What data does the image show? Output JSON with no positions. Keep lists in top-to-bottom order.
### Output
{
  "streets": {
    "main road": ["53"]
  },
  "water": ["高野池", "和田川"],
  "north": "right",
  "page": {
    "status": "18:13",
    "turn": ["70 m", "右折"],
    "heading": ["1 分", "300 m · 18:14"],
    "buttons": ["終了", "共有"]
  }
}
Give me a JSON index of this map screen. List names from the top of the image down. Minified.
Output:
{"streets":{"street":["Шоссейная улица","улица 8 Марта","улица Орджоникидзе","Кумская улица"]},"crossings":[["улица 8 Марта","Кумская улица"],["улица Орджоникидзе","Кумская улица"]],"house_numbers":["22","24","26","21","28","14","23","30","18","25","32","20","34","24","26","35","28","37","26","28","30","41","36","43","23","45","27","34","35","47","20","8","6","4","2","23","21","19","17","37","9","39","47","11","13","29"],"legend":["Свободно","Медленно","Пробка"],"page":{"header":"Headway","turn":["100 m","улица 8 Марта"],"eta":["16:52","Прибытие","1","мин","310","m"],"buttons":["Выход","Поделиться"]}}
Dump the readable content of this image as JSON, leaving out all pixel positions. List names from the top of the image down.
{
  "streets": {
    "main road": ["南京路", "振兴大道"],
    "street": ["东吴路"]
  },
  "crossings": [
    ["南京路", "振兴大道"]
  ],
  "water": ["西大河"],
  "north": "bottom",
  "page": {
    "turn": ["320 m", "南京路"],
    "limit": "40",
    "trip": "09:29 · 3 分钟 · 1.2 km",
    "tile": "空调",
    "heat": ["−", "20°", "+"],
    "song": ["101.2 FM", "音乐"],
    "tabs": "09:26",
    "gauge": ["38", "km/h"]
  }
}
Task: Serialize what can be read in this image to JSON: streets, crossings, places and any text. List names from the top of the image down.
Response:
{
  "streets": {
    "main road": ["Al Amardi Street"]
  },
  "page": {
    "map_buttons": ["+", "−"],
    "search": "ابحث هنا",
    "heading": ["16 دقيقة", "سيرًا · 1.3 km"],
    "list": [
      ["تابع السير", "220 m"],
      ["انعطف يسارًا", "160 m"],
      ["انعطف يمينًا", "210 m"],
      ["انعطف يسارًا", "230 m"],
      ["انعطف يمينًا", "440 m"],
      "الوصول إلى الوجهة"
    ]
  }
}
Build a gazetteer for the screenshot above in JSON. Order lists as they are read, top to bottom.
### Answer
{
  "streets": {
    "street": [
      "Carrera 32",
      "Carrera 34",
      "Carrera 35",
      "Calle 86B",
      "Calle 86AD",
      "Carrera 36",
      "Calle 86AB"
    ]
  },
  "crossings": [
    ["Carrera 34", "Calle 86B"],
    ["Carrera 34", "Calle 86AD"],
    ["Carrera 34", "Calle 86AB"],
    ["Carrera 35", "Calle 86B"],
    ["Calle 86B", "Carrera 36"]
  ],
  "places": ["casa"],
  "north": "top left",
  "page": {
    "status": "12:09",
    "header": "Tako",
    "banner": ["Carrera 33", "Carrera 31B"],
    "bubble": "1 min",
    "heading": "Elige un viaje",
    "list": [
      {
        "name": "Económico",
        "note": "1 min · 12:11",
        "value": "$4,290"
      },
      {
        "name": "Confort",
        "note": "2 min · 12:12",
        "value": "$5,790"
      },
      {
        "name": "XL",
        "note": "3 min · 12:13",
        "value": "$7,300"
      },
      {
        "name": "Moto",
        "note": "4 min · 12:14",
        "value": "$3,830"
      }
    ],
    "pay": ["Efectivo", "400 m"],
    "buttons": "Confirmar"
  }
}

________

• Work instruction
Each line above is to be set down again verbatim.

• Solution for this exercise
What data does the image show? Output JSON with no positions. Keep lists in top-to-bottom order.
### Output
{
  "streets": {
    "main road": ["53"]
  },
  "water": ["高野池", "和田川"],
  "north": "right",
  "page": {
    "status": "18:13",
    "turn": ["70 m", "右折"],
    "heading": ["1 分", "300 m · 18:14"],
    "buttons": ["終了", "共有"]
  }
}
Give me a JSON index of this map screen. List names from the top of the image down. Minified.
Output:
{"streets":{"street":["Шоссейная улица","улица 8 Марта","улица Орджоникидзе","Кумская улица"]},"crossings":[["улица 8 Марта","Кумская улица"],["улица Орджоникидзе","Кумская улица"]],"house_numbers":["22","24","26","21","28","14","23","30","18","25","32","20","34","24","26","35","28","37","26","28","30","41","36","43","23","45","27","34","35","47","20","8","6","4","2","23","21","19","17","37","9","39","47","11","13","29"],"legend":["Свободно","Медленно","Пробка"],"page":{"header":"Headway","turn":["100 m","улица 8 Марта"],"eta":["16:52","Прибытие","1","мин","310","m"],"buttons":["Выход","Поделиться"]}}
Dump the readable content of this image as JSON, leaving out all pixel positions. List names from the top of the image down.
{
  "streets": {
    "main road": ["南京路", "振兴大道"],
    "street": ["东吴路"]
  },
  "crossings": [
    ["南京路", "振兴大道"]
  ],
  "water": ["西大河"],
  "north": "bottom",
  "page": {
    "turn": ["320 m", "南京路"],
    "limit": "40",
    "trip": "09:29 · 3 分钟 · 1.2 km",
    "tile": "空调",
    "heat": ["−", "20°", "+"],
    "song": ["101.2 FM", "音乐"],
    "tabs": "09:26",
    "gauge": ["38", "km/h"]
  }
}
Task: Serialize what can be read in this image to JSON: streets, crossings, places and any text. List names from the top of the image down.
Response:
{
  "streets": {
    "main road": ["Al Amardi Street"]
  },
  "page": {
    "map_buttons": ["+", "−"],
    "search": "ابحث هنا",
    "heading": ["16 دقيقة", "سيرًا · 1.3 km"],
    "list": [
      ["تابع السير", "220 m"],
      ["انعطف يسارًا", "160 m"],
      ["انعطف يمينًا", "210 m"],
      ["انعطف يسارًا", "230 m"],
      ["انعطف يمينًا", "440 m"],
      "الوصول إلى الوجهة"
    ]
  }
}
Build a gazetteer for the screenshot above in JSON. Order lists as they are read, top to bottom.
### Answer
{
  "streets": {
    "street": [
      "Carrera 32",
      "Carrera 34",
      "Carrera 35",
      "Calle 86B",
      "Calle 86AD",
      "Carrera 36",
      "Calle 86AB"
    ]
  },
  "crossings": [
    ["Carrera 34", "Calle 86B"],
    ["Carrera 34", "Calle 86AD"],
    ["Carrera 34", "Calle 86AB"],
    ["Carrera 35", "Calle 86B"],
    ["Calle 86B", "Carrera 36"]
  ],
  "places": ["casa"],
  "north": "top left",
  "page": {
    "status": "12:09",
    "header": "Tako",
    "banner": ["Carrera 33", "Carrera 31B"],
    "bubble": "1 min",
    "heading": "Elige un viaje",
    "list": [
      {
        "name": "Económico",
        "note": "1 min · 12:11",
        "value": "$4,290"
      },
      {
        "name": "Confort",
        "note": "2 min · 12:12",
        "value": "$5,790"
      },
      {
        "name": "XL",
        "note": "3 min · 12:13",
        "value": "$7,300"
      },
      {
        "name": "Moto",
        "note": "4 min · 12:14",
        "value": "$3,830"
      }
    ],
    "pay": ["Efectivo", "400 m"],
    "buttons": "Confirmar"
  }
}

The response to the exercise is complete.